Royals head to spring training with highest of expectations

In this Oct. 27, 2015, file photo, Kansas City Royals' Alex Gordon hits a home run during the ninth inning of Game 1 against the New York Mets, in the baseball World Series in Kansas City, Mo. The All-Star outfielder tested out free agency for the first time in his career, but chose to sign a $72 million, four-year deal to remain where he felt most at home. (AP Photo/David J. Phillip, File)

KANSAS CITY, Mo. (AP) — Two years ago, hardly anyone expected the Kansas City Royals to reach the World Series.

Last year, very few expected them to win it.

Perhaps it’s time to start readjusting some expectations.

After winning 95 games, their first division title in three decades and defeating the New York Mets in five games in the World Series, the plucky Royals surely won’t surprise anybody this season. But with most of their critical pieces returning from that team, there is ample reason to believe Kansas City can create some more October magic, even if they’ll be getting everyone’s best shot.

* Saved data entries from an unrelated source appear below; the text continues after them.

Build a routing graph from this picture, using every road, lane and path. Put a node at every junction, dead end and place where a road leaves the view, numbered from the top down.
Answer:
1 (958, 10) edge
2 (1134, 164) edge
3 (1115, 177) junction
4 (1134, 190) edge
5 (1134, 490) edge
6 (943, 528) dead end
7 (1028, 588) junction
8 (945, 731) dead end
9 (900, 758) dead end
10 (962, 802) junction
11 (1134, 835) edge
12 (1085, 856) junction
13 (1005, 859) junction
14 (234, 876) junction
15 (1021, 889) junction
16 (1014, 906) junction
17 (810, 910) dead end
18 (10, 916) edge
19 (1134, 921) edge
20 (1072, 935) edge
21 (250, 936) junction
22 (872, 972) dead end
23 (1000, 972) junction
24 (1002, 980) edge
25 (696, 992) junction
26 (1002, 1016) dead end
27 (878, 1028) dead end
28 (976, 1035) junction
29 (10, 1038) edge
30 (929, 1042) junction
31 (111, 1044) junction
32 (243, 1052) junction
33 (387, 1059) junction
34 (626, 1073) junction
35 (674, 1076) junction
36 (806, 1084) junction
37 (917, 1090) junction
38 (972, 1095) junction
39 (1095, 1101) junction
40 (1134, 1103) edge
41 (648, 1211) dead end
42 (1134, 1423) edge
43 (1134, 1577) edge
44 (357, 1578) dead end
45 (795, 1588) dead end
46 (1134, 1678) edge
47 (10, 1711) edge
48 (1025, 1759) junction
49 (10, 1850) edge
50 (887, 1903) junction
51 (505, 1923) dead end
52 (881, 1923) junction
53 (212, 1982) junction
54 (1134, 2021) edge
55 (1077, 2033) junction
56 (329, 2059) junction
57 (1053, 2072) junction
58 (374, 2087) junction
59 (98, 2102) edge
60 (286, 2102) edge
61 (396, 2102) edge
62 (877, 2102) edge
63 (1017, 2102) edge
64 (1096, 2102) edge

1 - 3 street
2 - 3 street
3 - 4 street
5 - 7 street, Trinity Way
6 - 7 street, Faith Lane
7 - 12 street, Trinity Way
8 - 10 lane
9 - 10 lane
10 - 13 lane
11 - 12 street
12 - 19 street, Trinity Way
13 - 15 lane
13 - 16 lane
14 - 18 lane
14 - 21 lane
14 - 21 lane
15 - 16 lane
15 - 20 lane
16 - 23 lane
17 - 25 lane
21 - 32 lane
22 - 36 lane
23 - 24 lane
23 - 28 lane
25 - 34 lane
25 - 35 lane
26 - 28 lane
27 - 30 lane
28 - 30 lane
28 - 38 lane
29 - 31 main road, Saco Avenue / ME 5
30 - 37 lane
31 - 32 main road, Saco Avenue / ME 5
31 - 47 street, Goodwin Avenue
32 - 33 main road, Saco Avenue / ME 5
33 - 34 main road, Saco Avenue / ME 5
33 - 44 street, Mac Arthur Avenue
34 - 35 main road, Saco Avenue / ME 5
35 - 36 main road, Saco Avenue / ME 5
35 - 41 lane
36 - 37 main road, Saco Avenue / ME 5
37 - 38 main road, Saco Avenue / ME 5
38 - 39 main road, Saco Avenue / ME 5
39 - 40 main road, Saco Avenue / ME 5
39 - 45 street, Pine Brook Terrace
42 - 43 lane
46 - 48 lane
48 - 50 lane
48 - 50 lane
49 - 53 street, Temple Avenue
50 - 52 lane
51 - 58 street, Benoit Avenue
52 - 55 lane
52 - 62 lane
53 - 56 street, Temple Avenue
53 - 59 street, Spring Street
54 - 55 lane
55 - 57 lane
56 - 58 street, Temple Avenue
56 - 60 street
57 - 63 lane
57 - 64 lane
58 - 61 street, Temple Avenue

“Winning a world championship is the toughest thing you can do in this sport,” manager Ned Yost said. “I mean, you’ve got 30 teams every year trying to do it. You have the smartest people in the game trying to figure out how to do it. It’s not easy. But we’ve got a good core group, a good group of young players. They’ve been there, done that. And they’ll do it again.”

Imagine that kind of hubris a decade ago, when Kansas City was losing 100 games every year.

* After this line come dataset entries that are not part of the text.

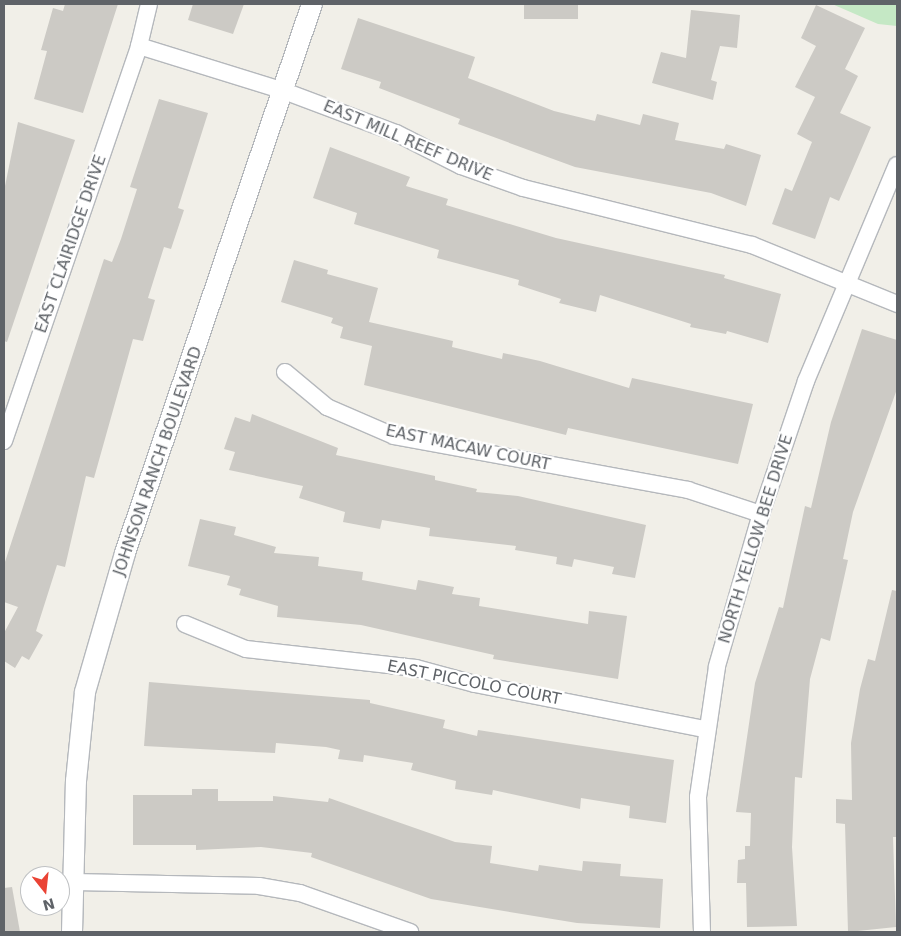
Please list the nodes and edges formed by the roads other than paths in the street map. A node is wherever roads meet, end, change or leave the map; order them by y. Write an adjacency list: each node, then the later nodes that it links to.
1 (149, 4): 3 (street, EAST CLAIRIDGE DRIVE)
2 (312, 4): 4 (street, JOHNSON RANCH BOULEVARD)
3 (139, 46): 4 (street, EAST MILL REEF DRIVE); 9 (street, EAST CLAIRIDGE DRIVE)
4 (284, 91): 6 (street, EAST MILL REEF DRIVE); 13 (street, JOHNSON RANCH BOULEVARD)
5 (897, 165): 6 (street, NORTH YELLOW BEE DRIVE)
6 (846, 282): 7 (street, EAST MILL REEF DRIVE); 10 (street, NORTH YELLOW BEE DRIVE)
7 (897, 304)
8 (285, 372): 10 (street, EAST MACAW COURT)
9 (4, 441)
10 (761, 514): 12 (street, NORTH YELLOW BEE DRIVE)
11 (185, 624): 12 (street, EAST PICCOLO COURT)
12 (705, 729): 16 (street, NORTH YELLOW BEE DRIVE)
13 (74, 882): 14 (street, JOHNSON RANCH BOULEVARD); 15 (street)
14 (72, 932)
15 (410, 932)
16 (702, 932)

Things change quickly in baseball, though. And not only have the Royals reached the game’s pinnacle, other teams are feverishly trying to follow the same blueprint that got them there.

They built their core through the draft. They eschewed pricy starters for shutdown relievers. And they put a premium on speed and defense, sometimes at the expense of power.

“I’ve always wanted to play with guys like that,” said starter Ian Kennedy, one of the few newcomers on this year’s team. “They play unbelievable defense, they’re talented, and that makes me really excited to hop right in. Don’t change anything and help the team win.”

Besides signing Kennedy and reliever Joakim Soria, the only other major move the Royals made was to re-sign Alex Gordon. The All-Star outfielder tested out free agency for the first time in his career, but chose to sign a $72 million, four-year deal to remain where he felt most at home.

“I mean, we all wanted to make it fair for both sides,” Gordon said. “It was definitely a process but we got to that point and I’m happy with where I’m at now.”

The Royals are happy with where they’re at, too, as they begin reporting to their spring training complex in Surprise, Arizona. The only major competitions are for the right field job and the fifth spot in the rotation, and perhaps for a couple of bullpen slots and the utility job.

Here are some of the story lines to watch over the next six weeks:

KEY DEPARTURES: Kennedy was brought in to replace Johnny Cueto, a postseason rental whom the Royals knew would be too pricey to keep. But they also lost second baseman Ben Zobrist to free agency, and that loss could sting even more. Omar Infante has dealt with a number of ailments the last couple of years, so watch out for a youngster such as Cheslor Cuthbert or Christian Colon to earn playing time.

RIGHT FIELD: Alex Rios departed in free agency after a disappointing season, so the Royals plan to use Jarrod Dyson and Paulo Orlando in a platoon. Both of them offer plenty of speed, which means whoever does not start will be valuable coming off the bench late in games.

THE ROTATION: Kennedy joins Edinson Volquez and Yordano Ventura are locks, and Kris Medlen has a spot to lose. That means the fifth starter job should come down to Chris Young, a starter much of last season, left-hander Danny Duffy and right-hander Dillon Gee, who signed a minor league deal.

ABOUT DUFFY: While he’s never been short on potential, Duffy has been erratic when given chances to lock down a starting role. He wound up in the bullpen for last year’s World Series run, performing well as a power left-hander, and could be headed there again no matter how well he performs this spring.

RESTING SALVY: The Royals tried to lighten the load on All-Star catcher Salvador Perez last season in an attempt to keep him healthy down the stretch. But all that meant is he played 139 games behind the plate, as opposed to 146 the previous season. The Royals will closely monitor his innings once again, and that means the backup catcher race between Drew Butera and Tony Cruz is worth watching.